> [Data records]:
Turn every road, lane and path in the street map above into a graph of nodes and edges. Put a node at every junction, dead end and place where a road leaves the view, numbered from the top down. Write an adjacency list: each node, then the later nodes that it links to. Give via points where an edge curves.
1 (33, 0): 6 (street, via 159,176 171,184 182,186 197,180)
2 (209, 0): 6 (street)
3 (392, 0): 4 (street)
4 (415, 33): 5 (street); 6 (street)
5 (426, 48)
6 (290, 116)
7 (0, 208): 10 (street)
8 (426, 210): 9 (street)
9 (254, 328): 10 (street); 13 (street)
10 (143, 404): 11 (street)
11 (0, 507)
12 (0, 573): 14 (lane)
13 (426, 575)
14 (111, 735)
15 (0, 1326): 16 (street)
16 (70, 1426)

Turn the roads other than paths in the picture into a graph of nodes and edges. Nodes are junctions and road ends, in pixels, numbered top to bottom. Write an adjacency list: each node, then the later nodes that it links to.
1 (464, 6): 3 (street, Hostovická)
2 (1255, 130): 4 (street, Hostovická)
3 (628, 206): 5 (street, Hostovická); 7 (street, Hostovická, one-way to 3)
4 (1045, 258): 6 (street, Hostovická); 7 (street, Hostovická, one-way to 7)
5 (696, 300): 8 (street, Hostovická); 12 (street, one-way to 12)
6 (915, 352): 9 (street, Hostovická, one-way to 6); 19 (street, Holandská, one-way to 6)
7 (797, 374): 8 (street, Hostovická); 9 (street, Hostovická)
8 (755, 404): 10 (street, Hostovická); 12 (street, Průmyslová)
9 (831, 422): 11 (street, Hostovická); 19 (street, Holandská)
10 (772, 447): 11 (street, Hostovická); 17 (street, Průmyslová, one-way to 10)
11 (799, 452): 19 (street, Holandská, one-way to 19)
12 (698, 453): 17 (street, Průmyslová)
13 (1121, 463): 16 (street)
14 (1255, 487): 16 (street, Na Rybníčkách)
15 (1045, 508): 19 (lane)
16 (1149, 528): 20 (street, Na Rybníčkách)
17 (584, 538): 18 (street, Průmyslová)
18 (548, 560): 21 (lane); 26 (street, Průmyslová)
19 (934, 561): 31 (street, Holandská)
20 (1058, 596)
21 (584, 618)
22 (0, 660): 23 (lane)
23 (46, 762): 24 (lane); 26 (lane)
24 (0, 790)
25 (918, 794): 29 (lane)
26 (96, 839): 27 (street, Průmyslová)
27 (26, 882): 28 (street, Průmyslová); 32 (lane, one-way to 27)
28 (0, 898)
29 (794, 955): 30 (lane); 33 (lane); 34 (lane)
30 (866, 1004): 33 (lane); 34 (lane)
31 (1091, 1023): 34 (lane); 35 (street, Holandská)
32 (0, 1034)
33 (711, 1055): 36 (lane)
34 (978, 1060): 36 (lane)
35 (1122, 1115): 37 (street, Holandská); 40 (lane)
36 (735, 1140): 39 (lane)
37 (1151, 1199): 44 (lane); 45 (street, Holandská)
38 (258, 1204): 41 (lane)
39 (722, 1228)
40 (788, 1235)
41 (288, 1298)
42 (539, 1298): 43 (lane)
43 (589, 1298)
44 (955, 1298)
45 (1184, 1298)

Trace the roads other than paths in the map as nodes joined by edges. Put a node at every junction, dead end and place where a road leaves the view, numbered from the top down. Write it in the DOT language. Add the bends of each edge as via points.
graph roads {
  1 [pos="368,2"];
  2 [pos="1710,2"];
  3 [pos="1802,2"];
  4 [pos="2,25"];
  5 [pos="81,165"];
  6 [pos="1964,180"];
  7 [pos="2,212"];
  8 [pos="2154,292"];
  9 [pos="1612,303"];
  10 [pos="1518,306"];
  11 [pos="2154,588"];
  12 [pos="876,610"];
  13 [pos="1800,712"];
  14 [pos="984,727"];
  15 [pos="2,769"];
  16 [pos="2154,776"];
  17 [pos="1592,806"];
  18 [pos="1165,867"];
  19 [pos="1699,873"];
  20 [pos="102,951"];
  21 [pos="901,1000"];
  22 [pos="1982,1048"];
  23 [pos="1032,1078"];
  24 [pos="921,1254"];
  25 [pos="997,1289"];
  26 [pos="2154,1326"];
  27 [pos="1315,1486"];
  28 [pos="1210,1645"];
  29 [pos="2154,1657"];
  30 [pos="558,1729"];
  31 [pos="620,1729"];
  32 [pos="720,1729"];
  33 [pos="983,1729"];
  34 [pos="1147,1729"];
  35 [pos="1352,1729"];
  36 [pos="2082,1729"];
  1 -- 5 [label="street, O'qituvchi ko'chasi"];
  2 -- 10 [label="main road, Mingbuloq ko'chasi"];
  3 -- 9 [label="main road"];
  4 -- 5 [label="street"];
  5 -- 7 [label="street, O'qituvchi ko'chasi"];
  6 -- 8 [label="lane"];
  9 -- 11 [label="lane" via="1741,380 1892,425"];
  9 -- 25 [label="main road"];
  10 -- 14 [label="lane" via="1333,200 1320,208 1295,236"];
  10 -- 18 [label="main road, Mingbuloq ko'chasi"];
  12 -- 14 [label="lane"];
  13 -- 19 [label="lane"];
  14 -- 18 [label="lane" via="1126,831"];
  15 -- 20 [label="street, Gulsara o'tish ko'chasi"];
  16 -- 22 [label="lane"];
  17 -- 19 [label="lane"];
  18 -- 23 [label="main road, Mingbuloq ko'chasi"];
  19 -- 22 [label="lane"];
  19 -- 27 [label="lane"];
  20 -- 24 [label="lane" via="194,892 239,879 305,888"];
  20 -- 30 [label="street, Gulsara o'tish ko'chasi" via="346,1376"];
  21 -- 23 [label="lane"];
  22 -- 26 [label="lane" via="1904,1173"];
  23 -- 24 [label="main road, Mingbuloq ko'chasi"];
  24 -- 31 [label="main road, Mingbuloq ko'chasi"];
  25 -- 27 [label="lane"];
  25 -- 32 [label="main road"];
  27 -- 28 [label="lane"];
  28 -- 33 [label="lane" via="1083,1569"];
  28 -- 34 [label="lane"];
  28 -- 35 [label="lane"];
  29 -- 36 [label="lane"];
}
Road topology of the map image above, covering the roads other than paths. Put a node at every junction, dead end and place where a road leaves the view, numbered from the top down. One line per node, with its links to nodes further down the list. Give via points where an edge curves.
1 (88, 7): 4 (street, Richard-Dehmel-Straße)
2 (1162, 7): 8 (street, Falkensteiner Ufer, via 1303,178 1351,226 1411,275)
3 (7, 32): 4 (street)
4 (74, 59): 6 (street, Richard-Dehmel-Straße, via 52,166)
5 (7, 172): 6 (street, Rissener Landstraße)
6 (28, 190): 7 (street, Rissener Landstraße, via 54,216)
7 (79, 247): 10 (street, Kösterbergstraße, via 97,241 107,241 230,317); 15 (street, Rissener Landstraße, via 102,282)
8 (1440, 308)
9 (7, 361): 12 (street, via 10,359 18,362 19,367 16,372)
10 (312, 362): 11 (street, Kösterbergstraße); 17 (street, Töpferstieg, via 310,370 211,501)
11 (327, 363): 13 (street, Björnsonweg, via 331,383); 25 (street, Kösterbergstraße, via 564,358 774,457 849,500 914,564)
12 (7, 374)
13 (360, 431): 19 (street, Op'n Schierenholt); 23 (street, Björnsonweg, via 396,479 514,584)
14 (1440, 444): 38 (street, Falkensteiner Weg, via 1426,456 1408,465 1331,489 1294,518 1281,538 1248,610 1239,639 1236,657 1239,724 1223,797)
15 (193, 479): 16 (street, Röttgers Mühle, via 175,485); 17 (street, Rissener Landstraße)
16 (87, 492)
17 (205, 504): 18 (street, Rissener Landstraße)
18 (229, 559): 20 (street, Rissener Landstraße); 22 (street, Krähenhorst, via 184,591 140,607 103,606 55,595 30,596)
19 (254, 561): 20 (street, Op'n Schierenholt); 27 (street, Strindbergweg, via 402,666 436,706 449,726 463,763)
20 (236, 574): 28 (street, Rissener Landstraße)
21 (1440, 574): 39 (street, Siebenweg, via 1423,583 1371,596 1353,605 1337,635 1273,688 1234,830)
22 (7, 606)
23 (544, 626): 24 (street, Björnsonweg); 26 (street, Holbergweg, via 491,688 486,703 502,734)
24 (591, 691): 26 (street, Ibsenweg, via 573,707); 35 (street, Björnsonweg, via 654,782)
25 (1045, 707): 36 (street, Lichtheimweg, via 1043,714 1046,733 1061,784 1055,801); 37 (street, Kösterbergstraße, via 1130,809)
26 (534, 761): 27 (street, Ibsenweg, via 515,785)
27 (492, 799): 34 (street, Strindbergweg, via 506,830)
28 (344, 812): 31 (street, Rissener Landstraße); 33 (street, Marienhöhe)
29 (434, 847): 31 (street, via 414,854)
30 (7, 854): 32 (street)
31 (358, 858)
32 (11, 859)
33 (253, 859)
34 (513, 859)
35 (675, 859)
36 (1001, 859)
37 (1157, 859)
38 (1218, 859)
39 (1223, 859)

> [Work to be completed]:
From the entries, copy every line in which the string "Mingbuloq" can be found.

> [Your solution]:
  2 -- 10 [label="main road, Mingbuloq ko'chasi"];
  10 -- 18 [label="main road, Mingbuloq ko'chasi"];
  18 -- 23 [label="main road, Mingbuloq ko'chasi"];
  23 -- 24 [label="main road, Mingbuloq ko'chasi"];
  24 -- 31 [label="main road, Mingbuloq ko'chasi"];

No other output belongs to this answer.